> Work request:
The data below should be copied over with complete accuracy.

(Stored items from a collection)
══════════

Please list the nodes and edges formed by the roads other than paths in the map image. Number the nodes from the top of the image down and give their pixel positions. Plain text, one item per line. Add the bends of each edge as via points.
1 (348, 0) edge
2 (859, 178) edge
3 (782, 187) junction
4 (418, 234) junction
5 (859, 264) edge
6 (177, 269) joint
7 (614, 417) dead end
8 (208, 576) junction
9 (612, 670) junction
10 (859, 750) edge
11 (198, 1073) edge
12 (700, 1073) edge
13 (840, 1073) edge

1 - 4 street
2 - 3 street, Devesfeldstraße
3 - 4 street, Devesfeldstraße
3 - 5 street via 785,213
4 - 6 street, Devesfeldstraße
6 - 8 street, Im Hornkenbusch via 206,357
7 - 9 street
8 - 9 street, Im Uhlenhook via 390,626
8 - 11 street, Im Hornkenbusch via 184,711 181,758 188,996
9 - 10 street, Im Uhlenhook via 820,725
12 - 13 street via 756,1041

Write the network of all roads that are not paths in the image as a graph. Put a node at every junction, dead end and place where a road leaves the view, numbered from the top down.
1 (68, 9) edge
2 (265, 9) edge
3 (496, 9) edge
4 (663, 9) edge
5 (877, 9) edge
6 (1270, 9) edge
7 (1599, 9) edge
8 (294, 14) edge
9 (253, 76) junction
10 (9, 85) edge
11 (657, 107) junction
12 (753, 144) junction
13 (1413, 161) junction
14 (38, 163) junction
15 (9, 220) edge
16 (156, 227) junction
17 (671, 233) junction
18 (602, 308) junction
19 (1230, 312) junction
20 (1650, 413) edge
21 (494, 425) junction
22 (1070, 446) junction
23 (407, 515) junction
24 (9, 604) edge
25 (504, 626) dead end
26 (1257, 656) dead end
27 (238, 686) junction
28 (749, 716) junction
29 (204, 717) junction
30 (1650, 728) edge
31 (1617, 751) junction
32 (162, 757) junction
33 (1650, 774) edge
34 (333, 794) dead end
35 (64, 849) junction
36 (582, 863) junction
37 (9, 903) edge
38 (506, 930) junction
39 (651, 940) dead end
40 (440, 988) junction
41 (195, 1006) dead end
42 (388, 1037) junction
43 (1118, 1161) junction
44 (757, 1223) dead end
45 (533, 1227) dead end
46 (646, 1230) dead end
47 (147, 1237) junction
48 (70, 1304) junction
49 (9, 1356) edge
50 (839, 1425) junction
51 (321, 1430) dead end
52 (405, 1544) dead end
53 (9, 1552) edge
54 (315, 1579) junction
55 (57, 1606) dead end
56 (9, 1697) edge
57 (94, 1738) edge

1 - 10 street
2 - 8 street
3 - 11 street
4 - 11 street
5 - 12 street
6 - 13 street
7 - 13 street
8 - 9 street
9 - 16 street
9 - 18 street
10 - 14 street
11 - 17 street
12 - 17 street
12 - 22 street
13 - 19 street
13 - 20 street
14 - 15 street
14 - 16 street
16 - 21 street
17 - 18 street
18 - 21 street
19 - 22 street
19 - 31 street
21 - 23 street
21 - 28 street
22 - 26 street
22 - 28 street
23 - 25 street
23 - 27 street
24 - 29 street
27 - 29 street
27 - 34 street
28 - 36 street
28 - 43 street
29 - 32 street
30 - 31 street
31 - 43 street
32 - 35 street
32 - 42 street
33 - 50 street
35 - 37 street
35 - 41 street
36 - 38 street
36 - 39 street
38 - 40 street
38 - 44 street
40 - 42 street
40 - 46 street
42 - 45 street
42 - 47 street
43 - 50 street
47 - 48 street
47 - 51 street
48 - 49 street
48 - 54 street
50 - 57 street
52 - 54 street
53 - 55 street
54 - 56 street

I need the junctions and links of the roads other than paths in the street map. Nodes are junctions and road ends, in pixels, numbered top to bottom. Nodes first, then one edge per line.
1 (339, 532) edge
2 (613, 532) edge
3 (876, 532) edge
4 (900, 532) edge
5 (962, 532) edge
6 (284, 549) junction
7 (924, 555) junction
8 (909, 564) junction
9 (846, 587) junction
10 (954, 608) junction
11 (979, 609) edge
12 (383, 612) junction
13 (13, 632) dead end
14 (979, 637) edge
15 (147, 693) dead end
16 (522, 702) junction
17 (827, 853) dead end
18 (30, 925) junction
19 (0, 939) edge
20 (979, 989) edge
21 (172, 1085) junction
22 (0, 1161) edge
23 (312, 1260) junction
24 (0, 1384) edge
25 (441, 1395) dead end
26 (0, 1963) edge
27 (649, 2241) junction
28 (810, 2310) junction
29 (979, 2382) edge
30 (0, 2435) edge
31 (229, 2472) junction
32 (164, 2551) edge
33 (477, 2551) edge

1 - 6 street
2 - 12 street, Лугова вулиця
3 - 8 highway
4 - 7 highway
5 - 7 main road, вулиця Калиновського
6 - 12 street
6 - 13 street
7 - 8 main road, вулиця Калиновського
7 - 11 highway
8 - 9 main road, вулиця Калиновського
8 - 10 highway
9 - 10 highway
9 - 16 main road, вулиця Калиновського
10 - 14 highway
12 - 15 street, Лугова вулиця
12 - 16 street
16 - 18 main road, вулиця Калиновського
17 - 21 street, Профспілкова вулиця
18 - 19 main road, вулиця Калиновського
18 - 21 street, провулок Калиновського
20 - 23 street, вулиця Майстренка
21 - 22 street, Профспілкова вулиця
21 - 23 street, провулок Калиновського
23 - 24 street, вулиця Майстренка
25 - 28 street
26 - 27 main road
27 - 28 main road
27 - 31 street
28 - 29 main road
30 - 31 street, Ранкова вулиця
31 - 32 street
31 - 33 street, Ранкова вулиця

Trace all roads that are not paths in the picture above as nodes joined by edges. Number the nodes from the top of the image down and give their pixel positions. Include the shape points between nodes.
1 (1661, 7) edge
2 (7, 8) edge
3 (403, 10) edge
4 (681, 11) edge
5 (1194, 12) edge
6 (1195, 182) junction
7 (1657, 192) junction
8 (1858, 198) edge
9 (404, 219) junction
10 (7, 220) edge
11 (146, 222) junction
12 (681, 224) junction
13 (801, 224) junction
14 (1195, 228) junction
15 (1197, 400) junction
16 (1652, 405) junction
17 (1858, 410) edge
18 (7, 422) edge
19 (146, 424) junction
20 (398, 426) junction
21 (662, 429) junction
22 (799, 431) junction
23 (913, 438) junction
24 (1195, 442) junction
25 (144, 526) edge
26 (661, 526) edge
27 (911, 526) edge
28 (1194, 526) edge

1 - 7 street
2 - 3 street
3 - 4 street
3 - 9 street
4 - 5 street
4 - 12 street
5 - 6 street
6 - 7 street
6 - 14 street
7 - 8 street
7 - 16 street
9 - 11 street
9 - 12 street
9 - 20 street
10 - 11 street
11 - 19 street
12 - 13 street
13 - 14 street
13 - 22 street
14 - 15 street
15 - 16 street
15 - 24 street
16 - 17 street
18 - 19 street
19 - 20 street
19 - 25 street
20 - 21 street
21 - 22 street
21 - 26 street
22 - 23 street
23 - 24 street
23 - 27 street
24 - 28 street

══════════

> Answer area:
Please list the nodes and edges formed by the roads other than paths in the map image. Number the nodes from the top of the image down and give their pixel positions. Plain text, one item per line. Add the bends of each edge as via points.
1 (348, 0) edge
2 (859, 178) edge
3 (782, 187) junction
4 (418, 234) junction
5 (859, 264) edge
6 (177, 269) joint
7 (614, 417) dead end
8 (208, 576) junction
9 (612, 670) junction
10 (859, 750) edge
11 (198, 1073) edge
12 (700, 1073) edge
13 (840, 1073) edge

1 - 4 street
2 - 3 street, Devesfeldstraße
3 - 4 street, Devesfeldstraße
3 - 5 street via 785,213
4 - 6 street, Devesfeldstraße
6 - 8 street, Im Hornkenbusch via 206,357
7 - 9 street
8 - 9 street, Im Uhlenhook via 390,626
8 - 11 street, Im Hornkenbusch via 184,711 181,758 188,996
9 - 10 street, Im Uhlenhook via 820,725
12 - 13 street via 756,1041

Write the network of all roads that are not paths in the image as a graph. Put a node at every junction, dead end and place where a road leaves the view, numbered from the top down.
1 (68, 9) edge
2 (265, 9) edge
3 (496, 9) edge
4 (663, 9) edge
5 (877, 9) edge
6 (1270, 9) edge
7 (1599, 9) edge
8 (294, 14) edge
9 (253, 76) junction
10 (9, 85) edge
11 (657, 107) junction
12 (753, 144) junction
13 (1413, 161) junction
14 (38, 163) junction
15 (9, 220) edge
16 (156, 227) junction
17 (671, 233) junction
18 (602, 308) junction
19 (1230, 312) junction
20 (1650, 413) edge
21 (494, 425) junction
22 (1070, 446) junction
23 (407, 515) junction
24 (9, 604) edge
25 (504, 626) dead end
26 (1257, 656) dead end
27 (238, 686) junction
28 (749, 716) junction
29 (204, 717) junction
30 (1650, 728) edge
31 (1617, 751) junction
32 (162, 757) junction
33 (1650, 774) edge
34 (333, 794) dead end
35 (64, 849) junction
36 (582, 863) junction
37 (9, 903) edge
38 (506, 930) junction
39 (651, 940) dead end
40 (440, 988) junction
41 (195, 1006) dead end
42 (388, 1037) junction
43 (1118, 1161) junction
44 (757, 1223) dead end
45 (533, 1227) dead end
46 (646, 1230) dead end
47 (147, 1237) junction
48 (70, 1304) junction
49 (9, 1356) edge
50 (839, 1425) junction
51 (321, 1430) dead end
52 (405, 1544) dead end
53 (9, 1552) edge
54 (315, 1579) junction
55 (57, 1606) dead end
56 (9, 1697) edge
57 (94, 1738) edge

1 - 10 street
2 - 8 street
3 - 11 street
4 - 11 street
5 - 12 street
6 - 13 street
7 - 13 street
8 - 9 street
9 - 16 street
9 - 18 street
10 - 14 street
11 - 17 street
12 - 17 street
12 - 22 street
13 - 19 street
13 - 20 street
14 - 15 street
14 - 16 street
16 - 21 street
17 - 18 street
18 - 21 street
19 - 22 street
19 - 31 street
21 - 23 street
21 - 28 street
22 - 26 street
22 - 28 street
23 - 25 street
23 - 27 street
24 - 29 street
27 - 29 street
27 - 34 street
28 - 36 street
28 - 43 street
29 - 32 street
30 - 31 street
31 - 43 street
32 - 35 street
32 - 42 street
33 - 50 street
35 - 37 street
35 - 41 street
36 - 38 street
36 - 39 street
38 - 40 street
38 - 44 street
40 - 42 street
40 - 46 street
42 - 45 street
42 - 47 street
43 - 50 street
47 - 48 street
47 - 51 street
48 - 49 street
48 - 54 street
50 - 57 street
52 - 54 street
53 - 55 street
54 - 56 street

I need the junctions and links of the roads other than paths in the street map. Nodes are junctions and road ends, in pixels, numbered top to bottom. Nodes first, then one edge per line.
1 (339, 532) edge
2 (613, 532) edge
3 (876, 532) edge
4 (900, 532) edge
5 (962, 532) edge
6 (284, 549) junction
7 (924, 555) junction
8 (909, 564) junction
9 (846, 587) junction
10 (954, 608) junction
11 (979, 609) edge
12 (383, 612) junction
13 (13, 632) dead end
14 (979, 637) edge
15 (147, 693) dead end
16 (522, 702) junction
17 (827, 853) dead end
18 (30, 925) junction
19 (0, 939) edge
20 (979, 989) edge
21 (172, 1085) junction
22 (0, 1161) edge
23 (312, 1260) junction
24 (0, 1384) edge
25 (441, 1395) dead end
26 (0, 1963) edge
27 (649, 2241) junction
28 (810, 2310) junction
29 (979, 2382) edge
30 (0, 2435) edge
31 (229, 2472) junction
32 (164, 2551) edge
33 (477, 2551) edge

1 - 6 street
2 - 12 street, Лугова вулиця
3 - 8 highway
4 - 7 highway
5 - 7 main road, вулиця Калиновського
6 - 12 street
6 - 13 street
7 - 8 main road, вулиця Калиновського
7 - 11 highway
8 - 9 main road, вулиця Калиновського
8 - 10 highway
9 - 10 highway
9 - 16 main road, вулиця Калиновського
10 - 14 highway
12 - 15 street, Лугова вулиця
12 - 16 street
16 - 18 main road, вулиця Калиновського
17 - 21 street, Профспілкова вулиця
18 - 19 main road, вулиця Калиновського
18 - 21 street, провулок Калиновського
20 - 23 street, вулиця Майстренка
21 - 22 street, Профспілкова вулиця
21 - 23 street, провулок Калиновського
23 - 24 street, вулиця Майстренка
25 - 28 street
26 - 27 main road
27 - 28 main road
27 - 31 street
28 - 29 main road
30 - 31 street, Ранкова вулиця
31 - 32 street
31 - 33 street, Ранкова вулиця

Trace all roads that are not paths in the picture above as nodes joined by edges. Number the nodes from the top of the image down and give their pixel positions. Include the shape points between nodes.
1 (1661, 7) edge
2 (7, 8) edge
3 (403, 10) edge
4 (681, 11) edge
5 (1194, 12) edge
6 (1195, 182) junction
7 (1657, 192) junction
8 (1858, 198) edge
9 (404, 219) junction
10 (7, 220) edge
11 (146, 222) junction
12 (681, 224) junction
13 (801, 224) junction
14 (1195, 228) junction
15 (1197, 400) junction
16 (1652, 405) junction
17 (1858, 410) edge
18 (7, 422) edge
19 (146, 424) junction
20 (398, 426) junction
21 (662, 429) junction
22 (799, 431) junction
23 (913, 438) junction
24 (1195, 442) junction
25 (144, 526) edge
26 (661, 526) edge
27 (911, 526) edge
28 (1194, 526) edge

1 - 7 street
2 - 3 street
3 - 4 street
3 - 9 street
4 - 5 street
4 - 12 street
5 - 6 street
6 - 7 street
6 - 14 street
7 - 8 street
7 - 16 street
9 - 11 street
9 - 12 street
9 - 20 street
10 - 11 street
11 - 19 street
12 - 13 street
13 - 14 street
13 - 22 street
14 - 15 street
15 - 16 street
15 - 24 street
16 - 17 street
18 - 19 street
19 - 20 street
19 - 25 street
20 - 21 street
21 - 22 street
21 - 26 street
22 - 23 street
23 - 24 street
23 - 27 street
24 - 28 street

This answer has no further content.